机の上で震えたスマホをちらりと見ると、ご主人さまからのLINEだった。

<行けるよ。今からだと30分後ぐらいかな?>

<おけ、じゃあ待ってるね~>

<今から準備してすぐに向かうね>

<わーい>

というやり取りをしたのが40分前だった。溜まっていたメールを何本か返してからパソコンの電源を落として、上着と財布とスマホだけを持って外に出て、車に乗ってご主人さまの職場の近くのコンビニに向かい、駐車場に車を止める。

ご主人さまに到着したことをLINEすると、

<もうちょいかかりそ。ごめん🙏>

と返信が返ってきた。ご主人さまはこういうことも多い。時間を潰すためにコンビニでお茶と肉まんを買い、車外に出て夜風に当たりながら肉まんを頬張る。

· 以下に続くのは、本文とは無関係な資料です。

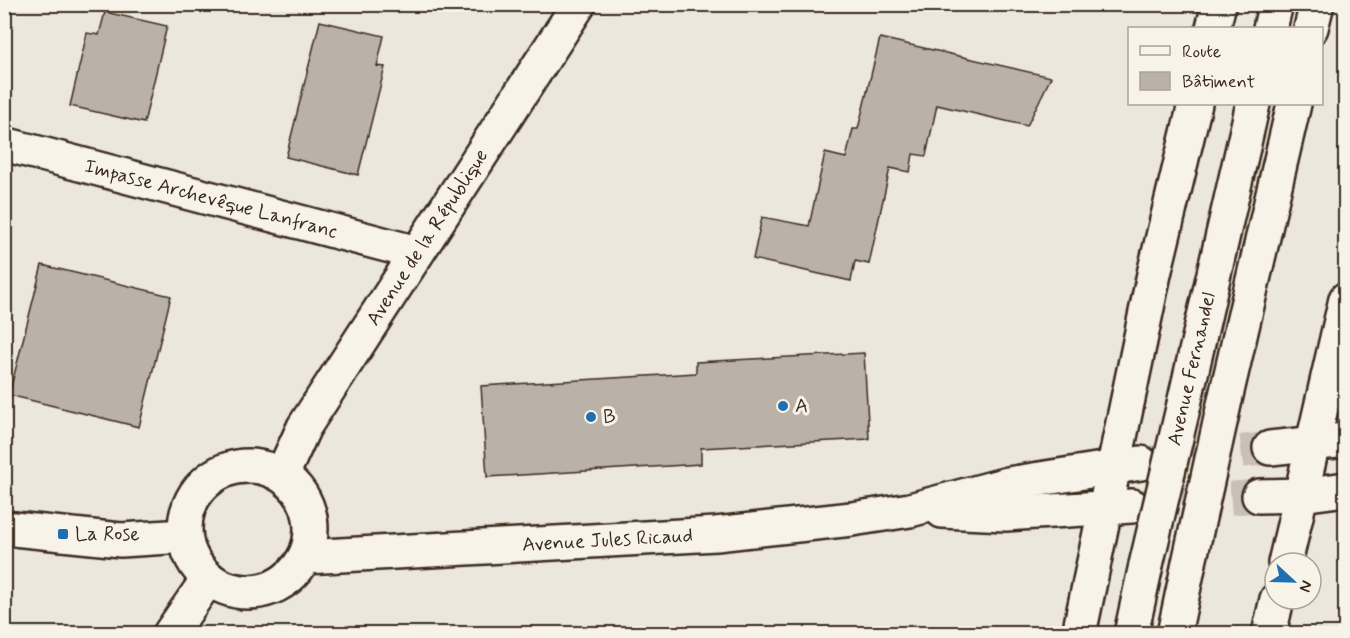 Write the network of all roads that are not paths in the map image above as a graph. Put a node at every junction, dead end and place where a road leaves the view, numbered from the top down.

身体の芯まで冷やすような厳しい寒さもそろそろ終わり、日中は汗ばむようになってきた。それでも日が暮れるときりっとした寒さが戻ってきて、かえってそれが心地良い。深夜のコンビニの駐車場は雰囲気があって好きだった。

コンビニの周囲だけが煌々と明かりがついていてどこか幻想的で、感傷的な寂寥感が漂っている。真夜中のコンビニに行くといつも、エドワード・ホッパーの<ナイトホークス>の絵画を思い出す。深夜のニューヨークの街角を描いた20世紀のアメリカ美術の傑作絵画。熱帯魚の水槽のように蛍光灯で灯されたダイナーの中にいる4人の男女。コーヒーカップを脇に置いて煙草を吸う男と、その隣にいる赤いドレスを着た赤髪の美女。自らの職責をただただ寡黙に果たしている金髪の店員。独りで孤独にスツールに座って食事をするスーツ姿の男性。明るく、清潔な街路の何気ない光景なのに、どうしようもない孤独感が絵画全体から漂ってくる。ただ、その孤独感のどうしようもなさに悲愴さは含まれていない。もっと乾いた都市の孤独だ。均衡がとれた孤独。

肉まんを食べ終えて、電子タバコを片手に煙をふかしていると、ご主人さまが歩いてやってきた。オフィスカジュアルなブラウス、膝丈のフレアスカート、足の甲が大きく開いたヒールのあるパンプス。ヒールをコツコツと音を鳴らしながら僕のもとにやってくる。

「なにかっこつけちゃって、ダサいよ?」

そう言って僕の肩を軽くパンチする。

「おつかれさま」

肩をさすりながらそう返すと、ご主人さまは「ちょっとこれ持ってて」と言って、鞄を僕に持たせようとした。コンビニで買い物をしてくるつもりなのだろう。

「あ、グリーンスムージーと明日の朝食のパンだったら買って車の中に置いておいたよ」

僕がそう言うと、ご主人さまはにこっと微笑んで、

「へえ、気が利くようになったのね?」

と言って、僕の頭をくしゃくしゃと撫でた。頭皮に彼女の指が触れてくすぐったく、ついにやけてしまう。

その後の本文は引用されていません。